The full text of Kelly's document (with some corrections) was first published in The Register News-Pictorial (Adelaide, SA) in 1930 as part of a serialised account of the Kelly Gang by J.M.S. Davies called "The Kellys Are Out!". Between 1 November and 16 December 1930, "The Kellys are Out!" was also published in the Melbourne Herald with the Jerilderie Letter appearing in the 27 November to 2 December instalments. Teacher and activist J. J. Kenneally sued Davies claiming the serials were plagiarisations of his book Inner History of the Kelly Gang, published in 1929, and Davies' solicitors were forced to pay Kenneally compensation.

Kelly's document was first called the "Jerilderie Letter" by author Max Brown in his 1948 biography of Kelly called Australian Son. Brown included the letter in full in his book and introduced it as an "8,300 word statement I have called The Jerilderie Letter". He continued:

This is the document Kelly handed to Living. The text is from a copy of the original letter made in 1879 or 1880 by a government clerk, and is printed here with such spelling, punctuation, etc, as the clerk or Kelly and Byrne, or all three possessed.

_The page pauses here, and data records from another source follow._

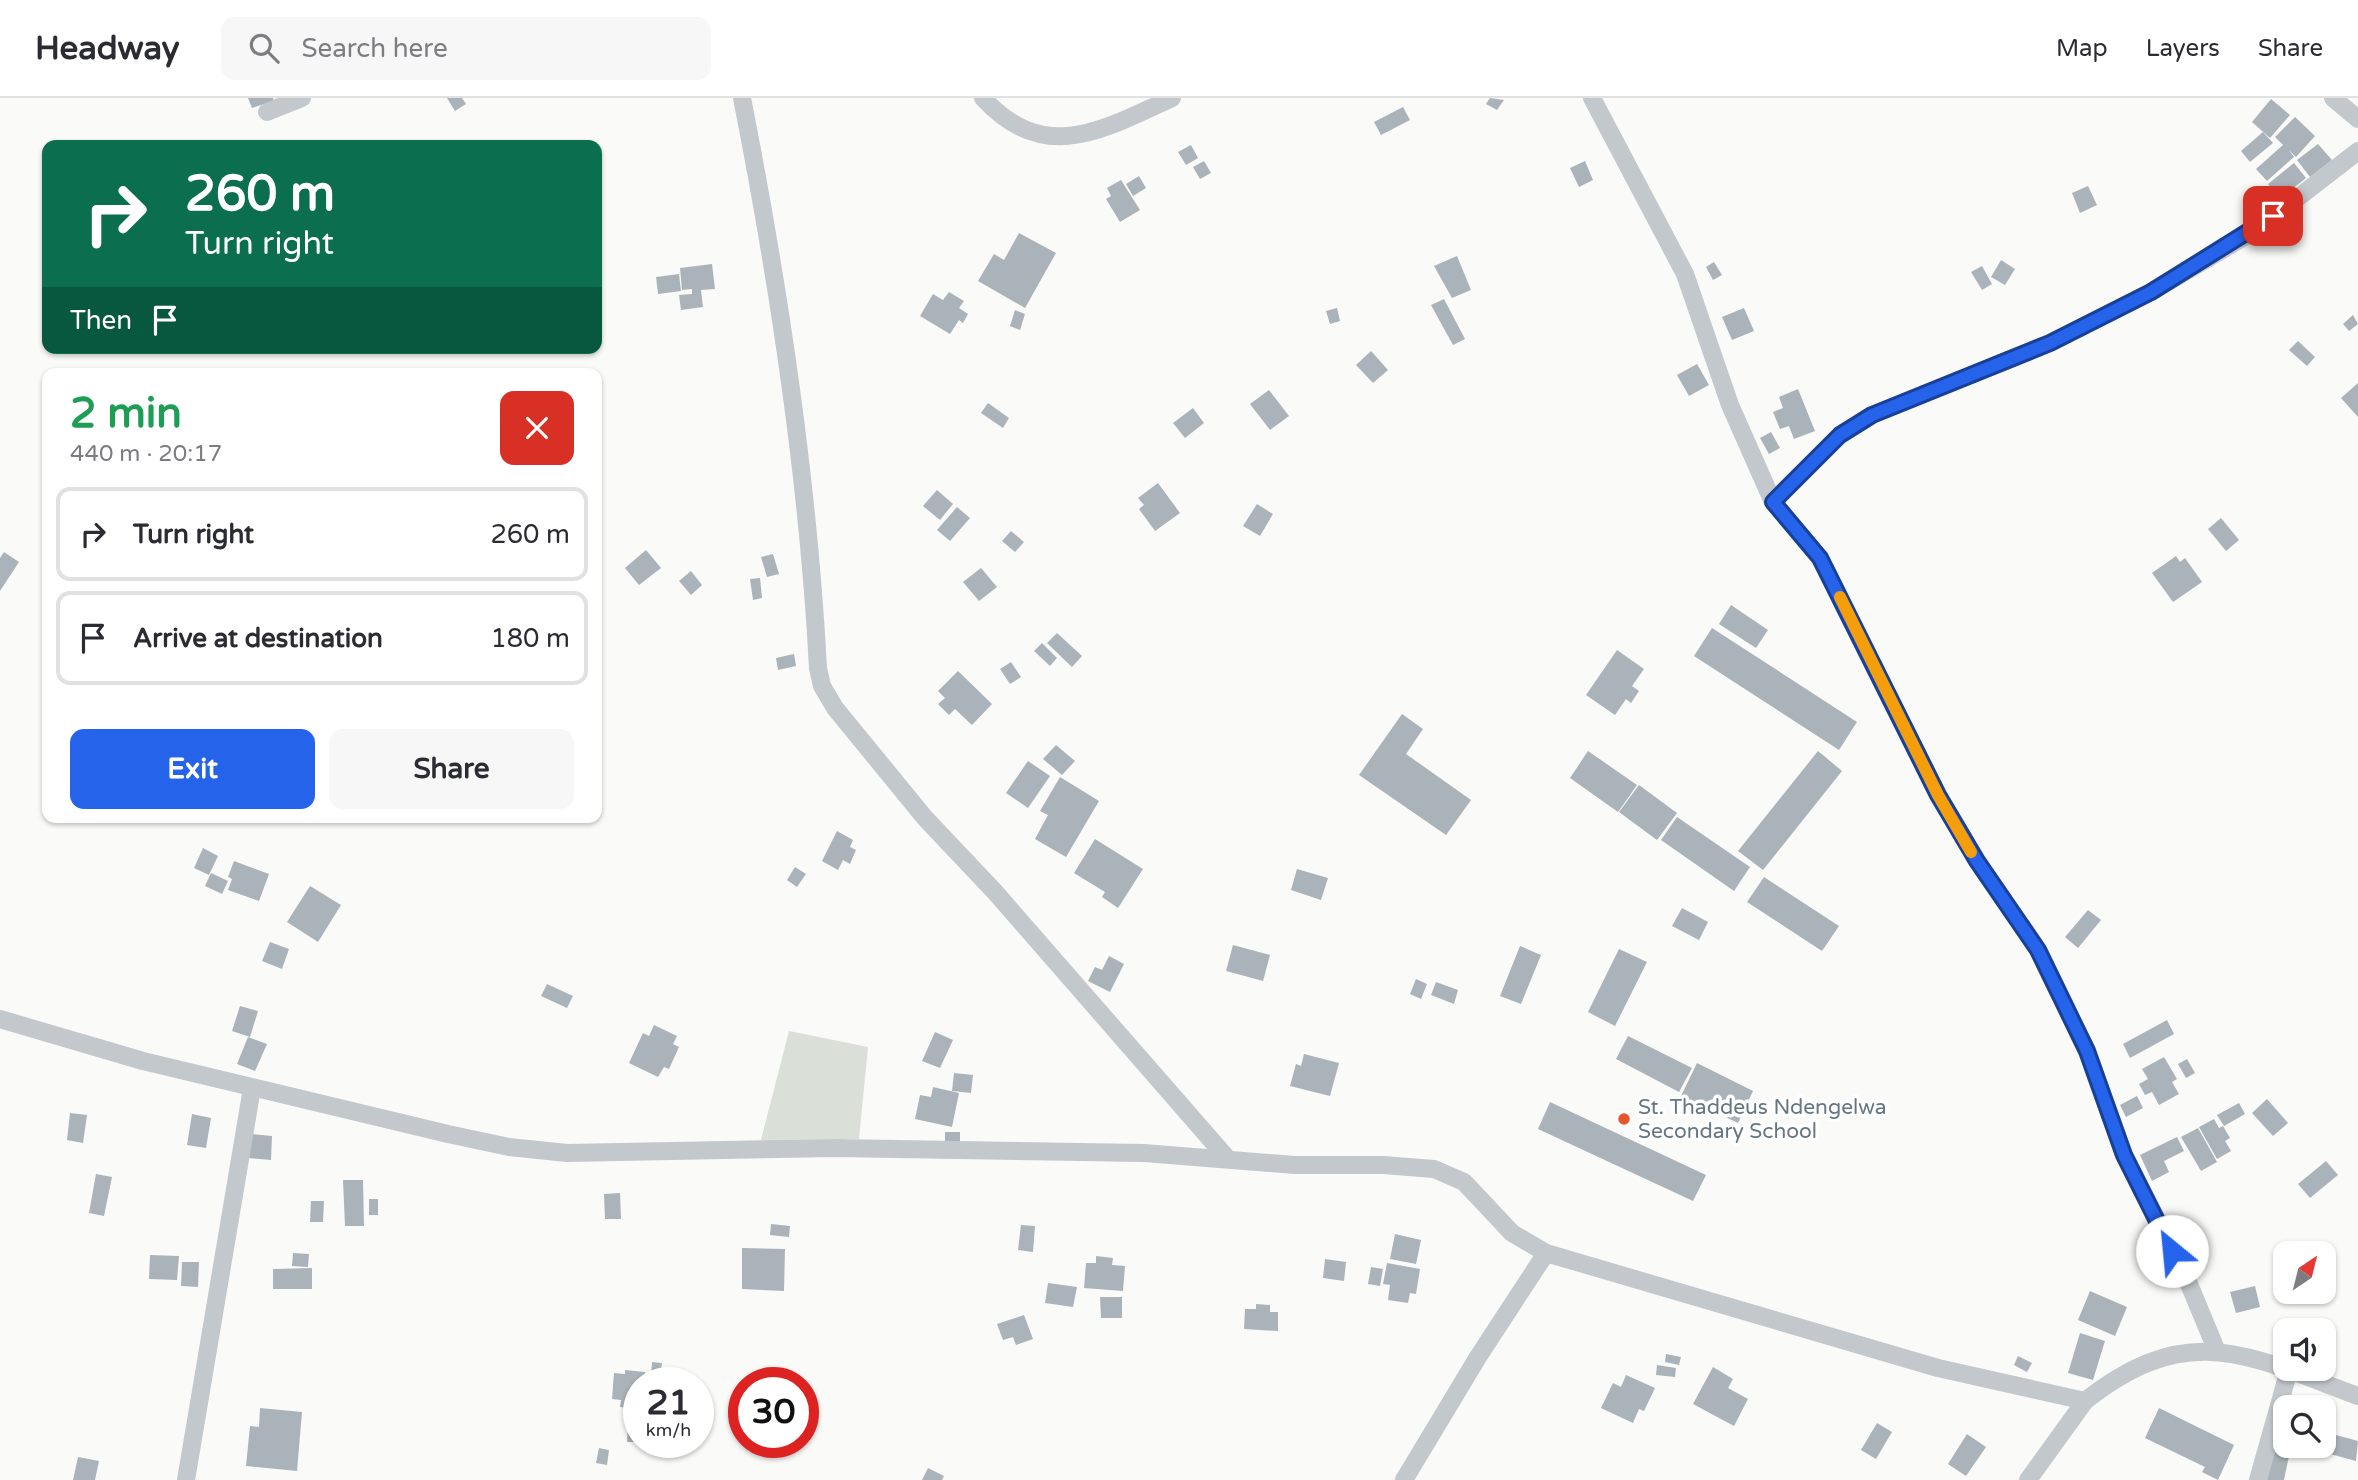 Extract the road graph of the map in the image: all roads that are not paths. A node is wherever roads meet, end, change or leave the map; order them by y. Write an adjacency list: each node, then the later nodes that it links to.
1 (302, 98): 7 (street)
2 (742, 98): 13 (street)
3 (983, 98): 4 (street)
4 (1172, 98)
5 (1592, 98): 10 (street)
6 (2333, 98): 8 (street)
7 (267, 112)
8 (2358, 119)
9 (2358, 151): 10 (street)
10 (1773, 502): 15 (street)
11 (0, 1019): 12 (street)
12 (252, 1088): 13 (street); 21 (street)
13 (1227, 1158): 14 (street)
14 (1546, 1254): 20 (street); 22 (street)
15 (2216, 1349): 16 (street); 20 (street)
16 (2273, 1365)
17 (2286, 1381): 24 (street)
18 (2318, 1381): 19 (street)
19 (2358, 1396)
20 (2085, 1401): 23 (street)
21 (186, 1480)
22 (1404, 1480)
23 (2028, 1480)
24 (2258, 1480)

The original and both copies of the Jerilderie Letter have been digitised and are available online.

==Influence on the arts==
Australian artist Sidney Nolan painted numerous Ned Kelly works, beginning with his now-iconic 1946–47 series, which Nolan later said was inspired by "Kelly's own words, and Rousseau, and sunlight". The Jerilderie Letter in particular "fascinated" Nolan with its "blend of poetry and political engagement".

In the early 1960s, British film director Karel Reisz worked on a Ned Kelly film that was ultimately abandoned. While Reisz found most books about Kelly to be of poor quality, he considered the Jerilderie Letter the work of a "tormented visionary" and a "wonderful psychopathic poet".

Australian author Peter Carey has said the main influences on his Booker Prize-winning novel True History of the Kelly Gang (2000) were the Jerilderie Letter, Nolan's Ned Kelly paintings, and James Joyce. Carey described Kelly's voice in the Jerilderie Letter as that of an "avant-garde artist with hardly a comma to his name", and in writing True History of the Kelly Gang, he aimed to recreate it. Of his first reading of the Jerilderie Letter, Carey said:

Somewhere in the middle Sixties, I first came upon the 56-page letter which Kelly attempted to have printed when the gang robbed the bank in Jerilderie in 1879. It is an extraordinary document, the passionate voice of a man who is writing to explain his life, save his life, his reputation … And all the time there is this original voice - uneducated but intelligent, funny and then angry, and with a line of Irish invective that would have made Paul Keating envious. His language came in a great, furious rush that could not but remind you of far more literary Irish writers.

Kelly features prominently in American historian and author Donald Akenson's An Irish History of Civilization (2005), an historical-fictional account of the Irish diaspora. Akenson refers to the Jerilderie Letter as "one of the most brilliant pieces of Irish nationalist propaganda ever", and argues that the power of Kelly's rhetoric compares to that of "the greatest of all Irish propaganda-masters", John Mitchel. Akenson continues:

[The letter] is a white-hot blend of vituperation, self-justifcation, theodicy, and paranoid hallucination. It has the same sort of power found in the Book of Enoch, or the Apocalypse of Saint John. Pure hatred, so pure that it becomes apocalyptic art.

Passages from the letter serve as part of the libretto for George Palmer’s five part song cycle, Letters from a Black Snake, commissioned by Ernst & Young in 2007 to commemorate the opening of the first retrospective exhibition of Sidney Nolan.